The translation is from the Sri Lankan Ministry of Buddhist Affairs Sinhala-printed Pali edition. Dèng Diànchén and Zhào Tóng note explicitly in the preface that the text is not in the Chinese Cháng-āhán jīng 長阿含 (T01n0001) — which lacks the Dīgha 22 — but appears in the Chinese Zhōng-āhán jīng 中阿含 j. 24 (i.e., the older Saṃghadeva translation, Niànchù jīng); Chinese readers are invited to consult both for comparative study.
Translations and research
- Anālayo, Bhikkhu, Satipaṭṭhāna: The Direct Path to Realization (Birmingham: Windhorse, 2003) — standard contemporary English study; comparative use of the Chinese parallels.

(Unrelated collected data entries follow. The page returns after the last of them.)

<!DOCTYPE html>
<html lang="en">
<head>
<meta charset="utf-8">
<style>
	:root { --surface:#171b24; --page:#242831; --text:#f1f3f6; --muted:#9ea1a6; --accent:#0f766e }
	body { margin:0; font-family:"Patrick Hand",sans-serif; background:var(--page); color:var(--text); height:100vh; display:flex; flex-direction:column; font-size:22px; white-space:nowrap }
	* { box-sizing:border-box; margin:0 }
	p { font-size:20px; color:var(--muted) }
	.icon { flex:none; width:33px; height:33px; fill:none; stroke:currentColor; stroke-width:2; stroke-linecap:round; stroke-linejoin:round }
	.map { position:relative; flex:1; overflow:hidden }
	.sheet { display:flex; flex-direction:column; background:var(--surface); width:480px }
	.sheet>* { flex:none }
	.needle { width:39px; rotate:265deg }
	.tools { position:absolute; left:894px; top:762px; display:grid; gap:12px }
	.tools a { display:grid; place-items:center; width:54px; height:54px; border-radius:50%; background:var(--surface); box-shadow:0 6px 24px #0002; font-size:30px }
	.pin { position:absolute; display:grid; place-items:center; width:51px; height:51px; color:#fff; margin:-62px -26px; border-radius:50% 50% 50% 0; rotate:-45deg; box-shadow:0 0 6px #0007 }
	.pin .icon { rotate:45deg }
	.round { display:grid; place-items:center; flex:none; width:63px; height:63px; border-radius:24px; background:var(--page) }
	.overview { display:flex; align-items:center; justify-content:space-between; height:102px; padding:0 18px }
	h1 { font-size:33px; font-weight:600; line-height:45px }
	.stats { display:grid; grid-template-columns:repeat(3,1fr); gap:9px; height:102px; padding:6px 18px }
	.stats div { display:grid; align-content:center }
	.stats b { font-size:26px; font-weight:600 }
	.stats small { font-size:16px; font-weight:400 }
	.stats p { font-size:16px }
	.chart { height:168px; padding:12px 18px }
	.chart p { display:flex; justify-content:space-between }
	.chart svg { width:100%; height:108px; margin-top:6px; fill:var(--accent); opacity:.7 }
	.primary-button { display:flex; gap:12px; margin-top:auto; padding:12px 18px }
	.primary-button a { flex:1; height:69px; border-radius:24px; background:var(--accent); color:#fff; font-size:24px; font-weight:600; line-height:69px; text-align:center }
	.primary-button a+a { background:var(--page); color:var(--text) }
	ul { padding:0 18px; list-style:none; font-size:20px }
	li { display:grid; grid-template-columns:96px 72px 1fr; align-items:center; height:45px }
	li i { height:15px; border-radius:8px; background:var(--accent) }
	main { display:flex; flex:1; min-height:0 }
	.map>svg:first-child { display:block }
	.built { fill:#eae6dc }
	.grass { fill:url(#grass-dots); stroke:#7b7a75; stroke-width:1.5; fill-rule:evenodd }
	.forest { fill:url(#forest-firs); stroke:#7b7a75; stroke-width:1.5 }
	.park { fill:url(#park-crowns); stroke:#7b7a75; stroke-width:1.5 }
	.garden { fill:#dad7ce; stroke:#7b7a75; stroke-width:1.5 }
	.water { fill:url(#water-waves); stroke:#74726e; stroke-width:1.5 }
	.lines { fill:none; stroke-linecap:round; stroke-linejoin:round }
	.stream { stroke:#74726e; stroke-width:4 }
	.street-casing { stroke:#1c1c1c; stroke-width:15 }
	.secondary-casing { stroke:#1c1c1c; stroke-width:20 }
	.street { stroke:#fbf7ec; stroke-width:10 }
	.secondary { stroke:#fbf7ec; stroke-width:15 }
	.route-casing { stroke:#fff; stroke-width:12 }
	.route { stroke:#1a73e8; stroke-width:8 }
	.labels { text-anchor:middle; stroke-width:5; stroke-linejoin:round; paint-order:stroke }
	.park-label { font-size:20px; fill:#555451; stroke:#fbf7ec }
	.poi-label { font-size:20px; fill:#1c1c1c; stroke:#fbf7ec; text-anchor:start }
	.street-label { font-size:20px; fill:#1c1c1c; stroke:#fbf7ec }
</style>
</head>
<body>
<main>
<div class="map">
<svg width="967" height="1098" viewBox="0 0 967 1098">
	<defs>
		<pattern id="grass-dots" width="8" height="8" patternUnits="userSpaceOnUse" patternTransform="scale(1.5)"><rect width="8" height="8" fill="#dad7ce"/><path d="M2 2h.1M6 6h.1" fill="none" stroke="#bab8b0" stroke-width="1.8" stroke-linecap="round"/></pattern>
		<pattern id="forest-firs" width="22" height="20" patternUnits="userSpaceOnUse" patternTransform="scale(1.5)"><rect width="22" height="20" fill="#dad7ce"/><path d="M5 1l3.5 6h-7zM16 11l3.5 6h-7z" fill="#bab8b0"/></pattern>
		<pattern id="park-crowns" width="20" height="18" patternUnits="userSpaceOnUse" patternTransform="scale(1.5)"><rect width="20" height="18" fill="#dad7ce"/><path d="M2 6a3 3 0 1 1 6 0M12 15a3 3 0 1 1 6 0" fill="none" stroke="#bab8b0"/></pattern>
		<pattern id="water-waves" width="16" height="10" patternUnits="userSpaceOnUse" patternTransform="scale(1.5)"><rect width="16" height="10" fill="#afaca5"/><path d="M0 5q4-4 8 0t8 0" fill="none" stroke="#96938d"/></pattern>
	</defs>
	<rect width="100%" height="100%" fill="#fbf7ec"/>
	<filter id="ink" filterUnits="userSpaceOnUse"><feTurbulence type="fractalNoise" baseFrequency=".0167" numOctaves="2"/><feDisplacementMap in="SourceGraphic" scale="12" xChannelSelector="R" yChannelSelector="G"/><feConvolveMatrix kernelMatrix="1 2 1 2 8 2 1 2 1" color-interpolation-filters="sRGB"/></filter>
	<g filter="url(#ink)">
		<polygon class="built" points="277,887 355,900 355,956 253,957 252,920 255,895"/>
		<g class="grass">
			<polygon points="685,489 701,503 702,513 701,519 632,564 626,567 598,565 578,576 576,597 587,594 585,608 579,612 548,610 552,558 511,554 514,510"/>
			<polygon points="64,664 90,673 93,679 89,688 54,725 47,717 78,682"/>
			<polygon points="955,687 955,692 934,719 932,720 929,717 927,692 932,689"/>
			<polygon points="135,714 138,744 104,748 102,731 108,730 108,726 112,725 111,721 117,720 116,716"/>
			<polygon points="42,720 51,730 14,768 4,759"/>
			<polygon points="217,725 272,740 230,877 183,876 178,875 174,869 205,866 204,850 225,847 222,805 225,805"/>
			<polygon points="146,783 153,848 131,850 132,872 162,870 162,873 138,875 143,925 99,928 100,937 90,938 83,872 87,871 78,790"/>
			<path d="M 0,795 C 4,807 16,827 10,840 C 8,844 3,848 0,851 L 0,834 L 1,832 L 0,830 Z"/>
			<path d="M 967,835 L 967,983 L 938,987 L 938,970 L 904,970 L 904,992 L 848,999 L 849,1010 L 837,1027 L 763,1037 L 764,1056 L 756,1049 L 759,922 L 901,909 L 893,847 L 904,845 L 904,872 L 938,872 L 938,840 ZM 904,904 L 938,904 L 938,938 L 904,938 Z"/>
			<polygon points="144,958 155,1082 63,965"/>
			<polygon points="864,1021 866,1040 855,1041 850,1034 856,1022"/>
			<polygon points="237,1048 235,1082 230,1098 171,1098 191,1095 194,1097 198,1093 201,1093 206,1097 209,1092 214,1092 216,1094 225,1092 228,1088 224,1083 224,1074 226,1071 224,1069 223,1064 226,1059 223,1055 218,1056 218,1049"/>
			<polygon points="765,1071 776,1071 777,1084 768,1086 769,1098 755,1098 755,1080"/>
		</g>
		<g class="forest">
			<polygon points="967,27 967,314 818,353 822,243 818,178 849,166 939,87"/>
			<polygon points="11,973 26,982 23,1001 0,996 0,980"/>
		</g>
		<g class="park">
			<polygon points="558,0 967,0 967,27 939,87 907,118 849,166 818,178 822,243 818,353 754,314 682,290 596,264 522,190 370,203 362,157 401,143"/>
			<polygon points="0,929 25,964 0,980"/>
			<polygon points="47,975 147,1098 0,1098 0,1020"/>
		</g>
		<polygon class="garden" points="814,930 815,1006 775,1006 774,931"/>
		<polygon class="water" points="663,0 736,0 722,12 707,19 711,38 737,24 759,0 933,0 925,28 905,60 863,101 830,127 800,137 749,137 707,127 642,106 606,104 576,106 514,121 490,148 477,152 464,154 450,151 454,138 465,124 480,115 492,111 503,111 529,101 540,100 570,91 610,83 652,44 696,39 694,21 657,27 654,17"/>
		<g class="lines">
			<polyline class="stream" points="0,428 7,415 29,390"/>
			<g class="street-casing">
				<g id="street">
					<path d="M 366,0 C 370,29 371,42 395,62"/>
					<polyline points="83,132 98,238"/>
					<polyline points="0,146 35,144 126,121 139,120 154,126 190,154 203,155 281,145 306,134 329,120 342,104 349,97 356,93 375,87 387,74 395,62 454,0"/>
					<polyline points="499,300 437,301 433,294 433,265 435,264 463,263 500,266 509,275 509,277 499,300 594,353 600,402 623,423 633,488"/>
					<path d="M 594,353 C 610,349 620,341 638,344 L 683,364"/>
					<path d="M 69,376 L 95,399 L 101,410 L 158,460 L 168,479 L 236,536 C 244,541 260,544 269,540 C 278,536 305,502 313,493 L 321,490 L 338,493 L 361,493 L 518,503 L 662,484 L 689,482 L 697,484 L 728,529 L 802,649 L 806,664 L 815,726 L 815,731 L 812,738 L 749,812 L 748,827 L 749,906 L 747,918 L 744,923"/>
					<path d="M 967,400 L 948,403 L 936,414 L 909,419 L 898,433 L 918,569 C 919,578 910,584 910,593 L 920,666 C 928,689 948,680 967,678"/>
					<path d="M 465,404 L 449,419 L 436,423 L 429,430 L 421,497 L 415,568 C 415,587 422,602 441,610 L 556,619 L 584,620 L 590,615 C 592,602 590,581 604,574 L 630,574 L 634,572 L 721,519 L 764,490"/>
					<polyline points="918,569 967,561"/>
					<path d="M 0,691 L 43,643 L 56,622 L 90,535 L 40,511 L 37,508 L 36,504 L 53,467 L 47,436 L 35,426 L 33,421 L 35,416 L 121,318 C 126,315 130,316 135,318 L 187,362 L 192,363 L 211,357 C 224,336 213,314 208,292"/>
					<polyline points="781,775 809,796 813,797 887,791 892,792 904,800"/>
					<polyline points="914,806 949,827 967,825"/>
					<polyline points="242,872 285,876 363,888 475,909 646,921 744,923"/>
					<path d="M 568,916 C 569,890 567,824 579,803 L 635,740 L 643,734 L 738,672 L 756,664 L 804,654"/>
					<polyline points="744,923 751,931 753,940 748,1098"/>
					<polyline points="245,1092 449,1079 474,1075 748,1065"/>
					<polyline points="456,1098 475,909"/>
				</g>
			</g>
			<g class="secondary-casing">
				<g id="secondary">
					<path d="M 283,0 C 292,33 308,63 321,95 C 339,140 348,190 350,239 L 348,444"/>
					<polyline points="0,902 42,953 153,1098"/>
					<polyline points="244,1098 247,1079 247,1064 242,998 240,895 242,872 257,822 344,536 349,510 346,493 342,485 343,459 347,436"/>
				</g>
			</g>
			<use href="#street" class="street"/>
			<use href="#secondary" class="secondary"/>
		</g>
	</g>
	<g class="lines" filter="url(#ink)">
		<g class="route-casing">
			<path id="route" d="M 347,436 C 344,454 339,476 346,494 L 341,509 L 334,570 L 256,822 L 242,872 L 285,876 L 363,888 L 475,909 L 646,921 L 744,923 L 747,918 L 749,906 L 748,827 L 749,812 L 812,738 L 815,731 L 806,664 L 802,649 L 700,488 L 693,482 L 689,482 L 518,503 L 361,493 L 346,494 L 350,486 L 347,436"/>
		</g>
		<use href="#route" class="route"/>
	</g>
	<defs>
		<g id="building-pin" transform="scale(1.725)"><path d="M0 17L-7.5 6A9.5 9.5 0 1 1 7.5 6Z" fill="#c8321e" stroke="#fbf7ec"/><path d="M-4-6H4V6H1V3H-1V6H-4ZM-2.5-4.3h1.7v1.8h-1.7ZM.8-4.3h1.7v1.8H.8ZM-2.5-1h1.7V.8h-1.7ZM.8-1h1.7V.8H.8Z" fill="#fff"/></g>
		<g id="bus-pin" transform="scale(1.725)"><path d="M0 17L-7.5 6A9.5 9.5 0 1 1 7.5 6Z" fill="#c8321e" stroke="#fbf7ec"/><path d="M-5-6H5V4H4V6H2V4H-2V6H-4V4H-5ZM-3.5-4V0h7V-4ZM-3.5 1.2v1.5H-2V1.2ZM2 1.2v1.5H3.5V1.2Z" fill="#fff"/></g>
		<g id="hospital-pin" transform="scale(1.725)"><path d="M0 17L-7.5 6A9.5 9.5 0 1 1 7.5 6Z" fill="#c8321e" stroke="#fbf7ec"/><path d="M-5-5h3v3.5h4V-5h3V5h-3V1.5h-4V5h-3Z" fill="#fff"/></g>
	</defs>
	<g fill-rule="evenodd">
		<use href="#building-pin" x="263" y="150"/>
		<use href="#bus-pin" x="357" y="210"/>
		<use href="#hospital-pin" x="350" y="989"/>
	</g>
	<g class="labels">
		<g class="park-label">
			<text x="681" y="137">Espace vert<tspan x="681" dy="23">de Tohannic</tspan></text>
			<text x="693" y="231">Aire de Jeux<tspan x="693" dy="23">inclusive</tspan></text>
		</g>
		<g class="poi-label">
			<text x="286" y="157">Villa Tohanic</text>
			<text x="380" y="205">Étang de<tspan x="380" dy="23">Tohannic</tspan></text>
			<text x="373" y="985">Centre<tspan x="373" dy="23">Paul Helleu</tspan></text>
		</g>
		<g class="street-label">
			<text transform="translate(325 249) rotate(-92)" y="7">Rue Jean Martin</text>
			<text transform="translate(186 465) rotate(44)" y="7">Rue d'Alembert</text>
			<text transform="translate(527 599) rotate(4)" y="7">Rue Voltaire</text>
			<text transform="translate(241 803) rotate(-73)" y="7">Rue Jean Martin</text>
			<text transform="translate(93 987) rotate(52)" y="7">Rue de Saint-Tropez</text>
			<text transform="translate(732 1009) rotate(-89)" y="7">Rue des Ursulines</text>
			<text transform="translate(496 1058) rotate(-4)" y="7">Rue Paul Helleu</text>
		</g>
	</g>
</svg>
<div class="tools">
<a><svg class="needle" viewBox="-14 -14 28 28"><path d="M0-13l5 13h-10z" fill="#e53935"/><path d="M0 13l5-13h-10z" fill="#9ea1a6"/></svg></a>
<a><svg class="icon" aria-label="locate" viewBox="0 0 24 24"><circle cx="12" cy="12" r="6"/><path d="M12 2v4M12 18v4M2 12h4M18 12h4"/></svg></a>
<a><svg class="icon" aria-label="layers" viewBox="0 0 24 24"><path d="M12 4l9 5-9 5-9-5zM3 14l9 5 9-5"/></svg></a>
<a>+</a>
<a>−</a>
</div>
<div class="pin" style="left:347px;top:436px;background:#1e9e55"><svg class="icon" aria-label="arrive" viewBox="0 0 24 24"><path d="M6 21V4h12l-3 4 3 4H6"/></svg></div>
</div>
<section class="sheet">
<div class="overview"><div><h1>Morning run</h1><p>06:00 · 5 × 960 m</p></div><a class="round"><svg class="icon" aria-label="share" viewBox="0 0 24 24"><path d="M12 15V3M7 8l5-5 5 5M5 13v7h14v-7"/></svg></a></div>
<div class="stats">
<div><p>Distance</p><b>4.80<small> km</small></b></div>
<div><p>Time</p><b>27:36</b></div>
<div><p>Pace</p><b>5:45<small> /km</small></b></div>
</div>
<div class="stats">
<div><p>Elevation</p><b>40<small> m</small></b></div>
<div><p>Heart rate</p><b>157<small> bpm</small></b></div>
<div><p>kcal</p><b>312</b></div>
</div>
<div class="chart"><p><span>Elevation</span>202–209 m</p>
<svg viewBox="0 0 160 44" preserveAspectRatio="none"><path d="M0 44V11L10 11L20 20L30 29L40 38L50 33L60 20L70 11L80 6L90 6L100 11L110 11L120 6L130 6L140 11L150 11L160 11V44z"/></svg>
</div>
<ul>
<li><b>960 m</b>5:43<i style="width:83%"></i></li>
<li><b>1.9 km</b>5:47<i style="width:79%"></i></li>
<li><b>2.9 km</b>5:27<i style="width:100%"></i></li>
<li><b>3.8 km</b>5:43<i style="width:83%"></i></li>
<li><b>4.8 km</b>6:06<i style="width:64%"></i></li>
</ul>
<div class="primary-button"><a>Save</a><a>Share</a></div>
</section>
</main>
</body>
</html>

- Anālayo, Bhikkhu, Perspectives on Satipaṭṭhāna (Cambridge: Windhorse, 2013) — sequel including manuscript-comparative material.
- Walshe, Maurice, The Long Discourses of the Buddha: A Translation of the Dīgha Nikāya (Boston: Wisdom, 1995) — standard English of DN 22, pp. 335–350.
- Kuan Tse-fu, Mindfulness in Early Buddhism: New Approaches through Psychology and Textual Analysis of Pali, Chinese, and Sanskrit Sources (London: Routledge, 2008).
Other points of interest
The Mahāsatipaṭṭhāna-sutta is the canonical anchor for almost the entire modern global “mindfulness” movement — both in its Buddhist and its secular biomedical forms (Jon Kabat-Zinn’s Mindfulness-Based Stress Reduction, etc.). Dèng and Zhào’s Chinese translation is the first complete rendering directly from Pali available to Sinophone meditators (earlier Chinese practitioners worked from the older Niànchù jīng in the Zhōng-āhán).